## INFORMATION SHOWN
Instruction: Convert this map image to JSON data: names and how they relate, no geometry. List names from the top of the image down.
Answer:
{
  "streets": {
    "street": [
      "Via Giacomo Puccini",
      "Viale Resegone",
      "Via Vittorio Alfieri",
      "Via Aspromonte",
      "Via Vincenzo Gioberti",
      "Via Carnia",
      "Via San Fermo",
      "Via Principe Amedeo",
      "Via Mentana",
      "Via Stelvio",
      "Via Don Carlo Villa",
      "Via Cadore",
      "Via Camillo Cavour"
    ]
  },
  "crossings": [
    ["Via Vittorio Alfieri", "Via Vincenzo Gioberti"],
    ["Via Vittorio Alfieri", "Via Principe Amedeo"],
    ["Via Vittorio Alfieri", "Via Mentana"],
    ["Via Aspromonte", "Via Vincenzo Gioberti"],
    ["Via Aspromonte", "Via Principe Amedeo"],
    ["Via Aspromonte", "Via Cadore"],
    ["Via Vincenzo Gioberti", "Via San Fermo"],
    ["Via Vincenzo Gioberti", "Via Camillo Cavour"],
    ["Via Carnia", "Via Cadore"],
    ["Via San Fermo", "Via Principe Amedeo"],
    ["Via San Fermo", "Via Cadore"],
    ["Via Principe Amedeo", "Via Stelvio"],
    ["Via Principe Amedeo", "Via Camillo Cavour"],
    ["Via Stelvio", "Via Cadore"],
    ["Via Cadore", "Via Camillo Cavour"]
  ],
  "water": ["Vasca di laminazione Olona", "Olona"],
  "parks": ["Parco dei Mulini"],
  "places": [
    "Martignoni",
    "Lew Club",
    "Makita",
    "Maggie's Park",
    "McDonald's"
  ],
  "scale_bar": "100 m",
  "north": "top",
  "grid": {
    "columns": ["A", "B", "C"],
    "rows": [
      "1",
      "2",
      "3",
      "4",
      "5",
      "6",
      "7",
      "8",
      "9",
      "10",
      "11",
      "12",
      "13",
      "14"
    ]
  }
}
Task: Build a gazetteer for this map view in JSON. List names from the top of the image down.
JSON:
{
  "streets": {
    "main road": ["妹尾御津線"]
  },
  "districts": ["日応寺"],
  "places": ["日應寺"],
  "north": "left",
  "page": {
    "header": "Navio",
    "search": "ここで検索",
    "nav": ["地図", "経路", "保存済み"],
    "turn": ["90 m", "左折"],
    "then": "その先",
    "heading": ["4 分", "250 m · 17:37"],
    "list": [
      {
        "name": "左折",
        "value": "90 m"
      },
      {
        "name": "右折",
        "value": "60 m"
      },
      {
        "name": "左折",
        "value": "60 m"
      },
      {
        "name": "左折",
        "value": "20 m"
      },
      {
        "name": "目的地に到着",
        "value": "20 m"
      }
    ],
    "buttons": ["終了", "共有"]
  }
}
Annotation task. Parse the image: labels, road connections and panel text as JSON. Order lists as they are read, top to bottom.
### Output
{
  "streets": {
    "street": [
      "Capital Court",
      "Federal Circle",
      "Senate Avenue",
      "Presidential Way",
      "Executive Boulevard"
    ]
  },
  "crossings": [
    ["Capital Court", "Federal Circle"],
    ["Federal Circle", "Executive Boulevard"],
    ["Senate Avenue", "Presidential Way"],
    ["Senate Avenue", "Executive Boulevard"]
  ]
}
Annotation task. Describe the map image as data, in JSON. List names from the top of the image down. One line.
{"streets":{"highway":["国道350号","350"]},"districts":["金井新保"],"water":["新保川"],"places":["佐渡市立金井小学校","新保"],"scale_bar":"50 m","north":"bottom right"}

## TO DO
A faithful copy of all the records is required.

## ANSWER TO THIS EXERCISE
Instruction: Convert this map image to JSON data: names and how they relate, no geometry. List names from the top of the image down.
Answer:
{
  "streets": {
    "street": [
      "Via Giacomo Puccini",
      "Viale Resegone",
      "Via Vittorio Alfieri",
      "Via Aspromonte",
      "Via Vincenzo Gioberti",
      "Via Carnia",
      "Via San Fermo",
      "Via Principe Amedeo",
      "Via Mentana",
      "Via Stelvio",
      "Via Don Carlo Villa",
      "Via Cadore",
      "Via Camillo Cavour"
    ]
  },
  "crossings": [
    ["Via Vittorio Alfieri", "Via Vincenzo Gioberti"],
    ["Via Vittorio Alfieri", "Via Principe Amedeo"],
    ["Via Vittorio Alfieri", "Via Mentana"],
    ["Via Aspromonte", "Via Vincenzo Gioberti"],
    ["Via Aspromonte", "Via Principe Amedeo"],
    ["Via Aspromonte", "Via Cadore"],
    ["Via Vincenzo Gioberti", "Via San Fermo"],
    ["Via Vincenzo Gioberti", "Via Camillo Cavour"],
    ["Via Carnia", "Via Cadore"],
    ["Via San Fermo", "Via Principe Amedeo"],
    ["Via San Fermo", "Via Cadore"],
    ["Via Principe Amedeo", "Via Stelvio"],
    ["Via Principe Amedeo", "Via Camillo Cavour"],
    ["Via Stelvio", "Via Cadore"],
    ["Via Cadore", "Via Camillo Cavour"]
  ],
  "water": ["Vasca di laminazione Olona", "Olona"],
  "parks": ["Parco dei Mulini"],
  "places": [
    "Martignoni",
    "Lew Club",
    "Makita",
    "Maggie's Park",
    "McDonald's"
  ],
  "scale_bar": "100 m",
  "north": "top",
  "grid": {
    "columns": ["A", "B", "C"],
    "rows": [
      "1",
      "2",
      "3",
      "4",
      "5",
      "6",
      "7",
      "8",
      "9",
      "10",
      "11",
      "12",
      "13",
      "14"
    ]
  }
}
Task: Build a gazetteer for this map view in JSON. List names from the top of the image down.
JSON:
{
  "streets": {
    "main road": ["妹尾御津線"]
  },
  "districts": ["日応寺"],
  "places": ["日應寺"],
  "north": "left",
  "page": {
    "header": "Navio",
    "search": "ここで検索",
    "nav": ["地図", "経路", "保存済み"],
    "turn": ["90 m", "左折"],
    "then": "その先",
    "heading": ["4 分", "250 m · 17:37"],
    "list": [
      {
        "name": "左折",
        "value": "90 m"
      },
      {
        "name": "右折",
        "value": "60 m"
      },
      {
        "name": "左折",
        "value": "60 m"
      },
      {
        "name": "左折",
        "value": "20 m"
      },
      {
        "name": "目的地に到着",
        "value": "20 m"
      }
    ],
    "buttons": ["終了", "共有"]
  }
}
Annotation task. Parse the image: labels, road connections and panel text as JSON. Order lists as they are read, top to bottom.
### Output
{
  "streets": {
    "street": [
      "Capital Court",
      "Federal Circle",
      "Senate Avenue",
      "Presidential Way",
      "Executive Boulevard"
    ]
  },
  "crossings": [
    ["Capital Court", "Federal Circle"],
    ["Federal Circle", "Executive Boulevard"],
    ["Senate Avenue", "Presidential Way"],
    ["Senate Avenue", "Executive Boulevard"]
  ]
}
Annotation task. Describe the map image as data, in JSON. List names from the top of the image down. One line.
{"streets":{"highway":["国道350号","350"]},"districts":["金井新保"],"water":["新保川"],"places":["佐渡市立金井小学校","新保"],"scale_bar":"50 m","north":"bottom right"}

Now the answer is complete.